知道了原因,把failover uri修改成这样再试试:
failover:(tcp://10.153.75.143:61613,tcp://10.15.227.106:61613)?randomize=false,startupMaxReconnectAttempts=-1
连接日志如下:
Connecting to 10.153.75.143:61613 ...
Could not connect to 10.153.75.143:61613 [Could not establish connection [[Errno 61] Connection refused]]
Delaying connect attempt for 10 ms
Connecting to 10.15.227.106:61613 ...
Connection established
Sending CONNECT frame [headers={u'passcode': 'transcode', u'login': 'vtc', u'heart-beat': '0,10000', u'host': '', u'accept-version': '1.0,1.1'}, version=1.0]
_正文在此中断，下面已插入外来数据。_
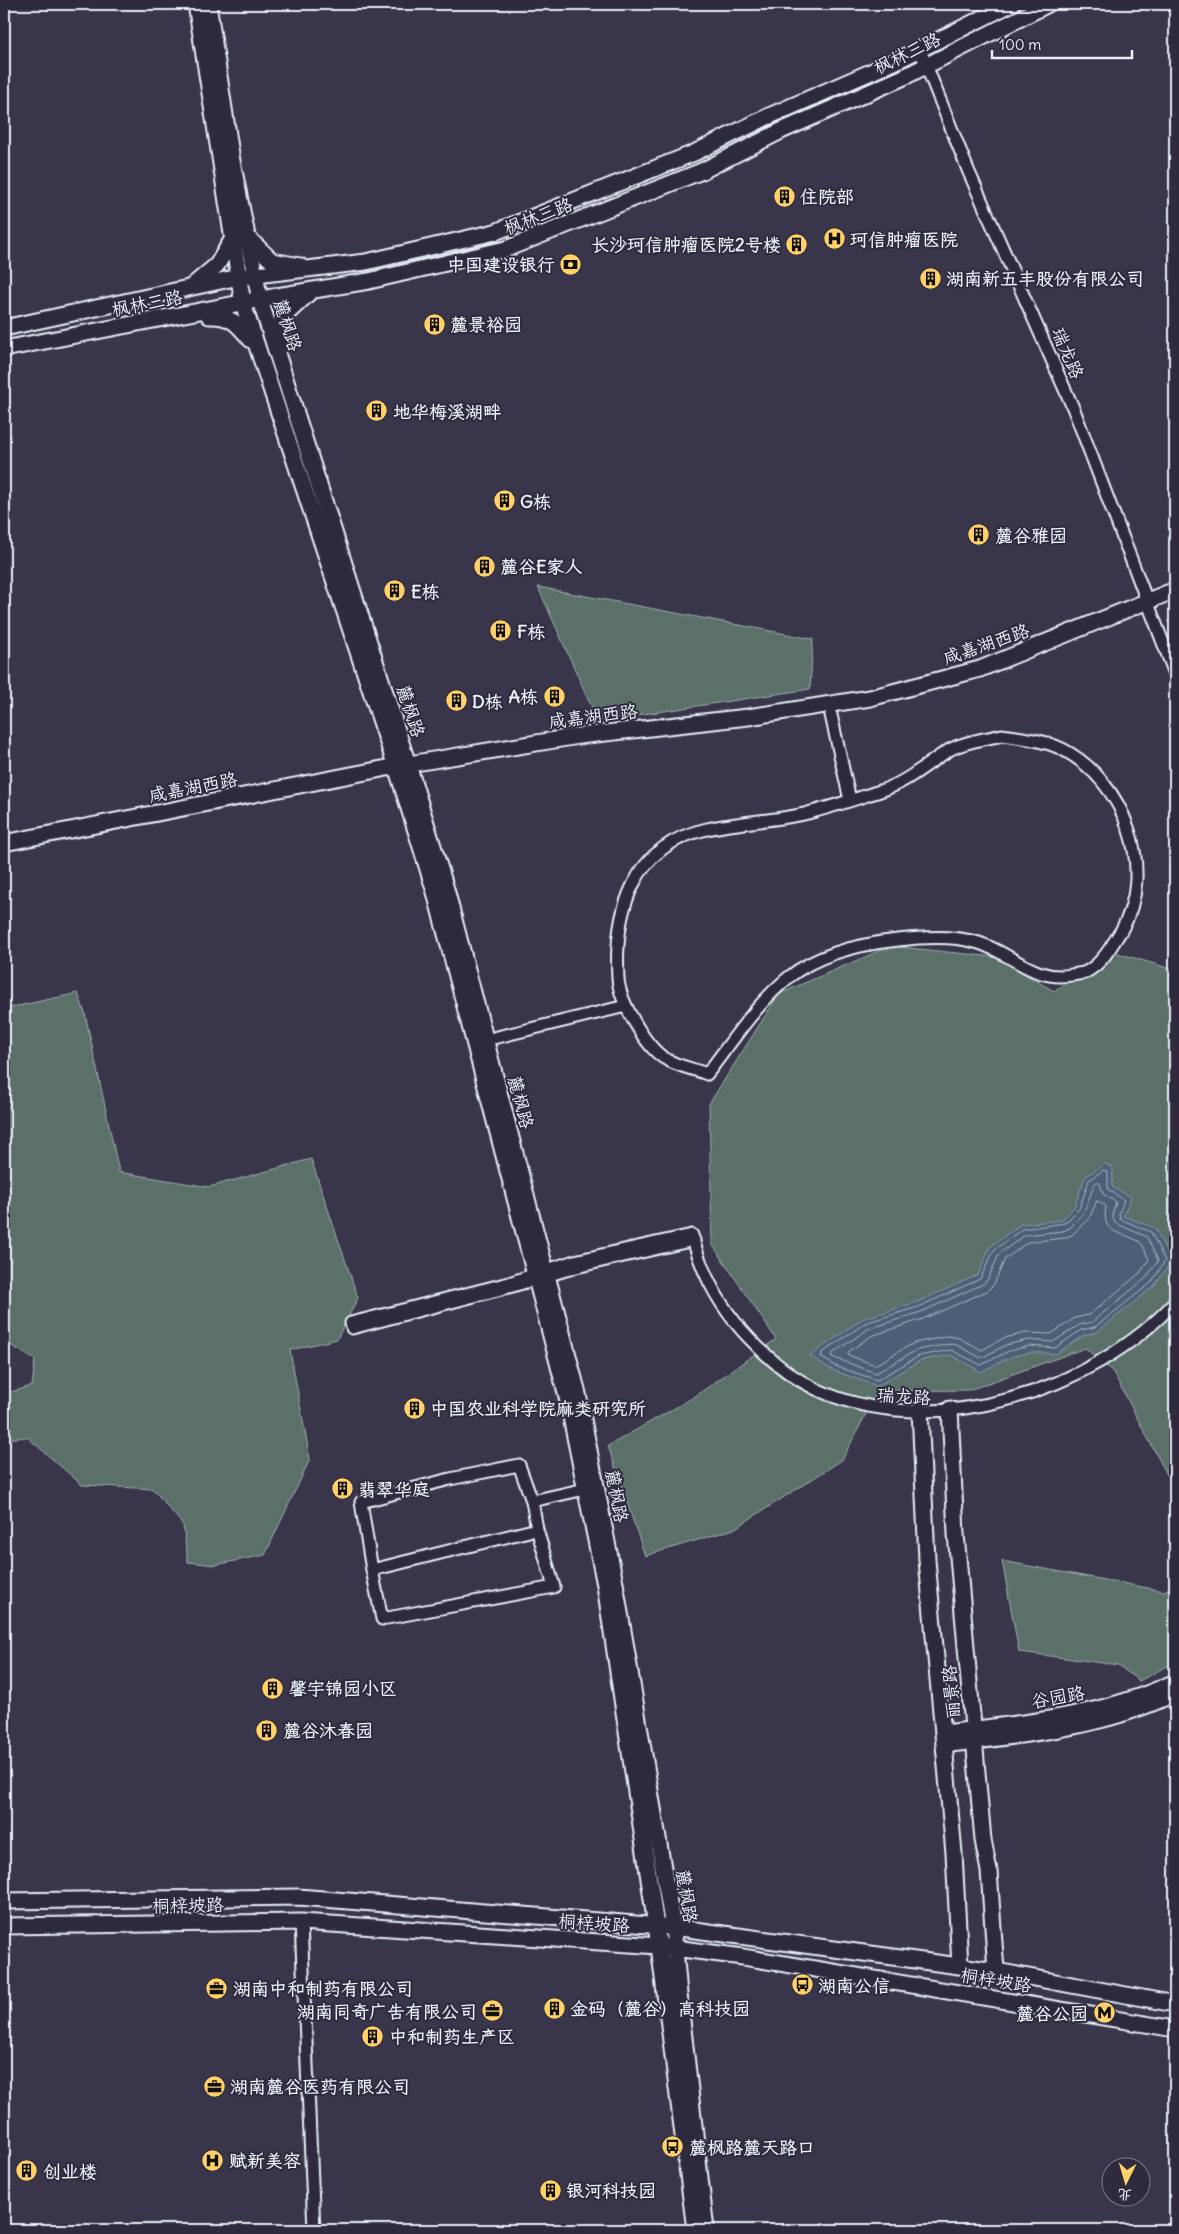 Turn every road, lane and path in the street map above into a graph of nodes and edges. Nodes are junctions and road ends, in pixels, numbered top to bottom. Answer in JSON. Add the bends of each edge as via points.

Received CONNECTED frame [headers={u'session': u'ID:liuxiong-test-dev001-bjdxt9.qiyi.virtual-49666-1479094899264-2:3', u'heart-beat': u'10000,0', u'version': u'1.1', u'server': u'ActiveMQ/5.10.0'}, version=1.0]
Connected to stomp broker [session=ID:liuxiong-test-dev001-bjdxt9.qiyi.virtual-49666-1479094899264-2:3, version=1.1]
可见,加上参数startupMaxReconnectAttempts=-1之后,stompest客户端在发现第一个ActiveMQ实例连接不上后会尝试连接第二个ActiveMQ实例。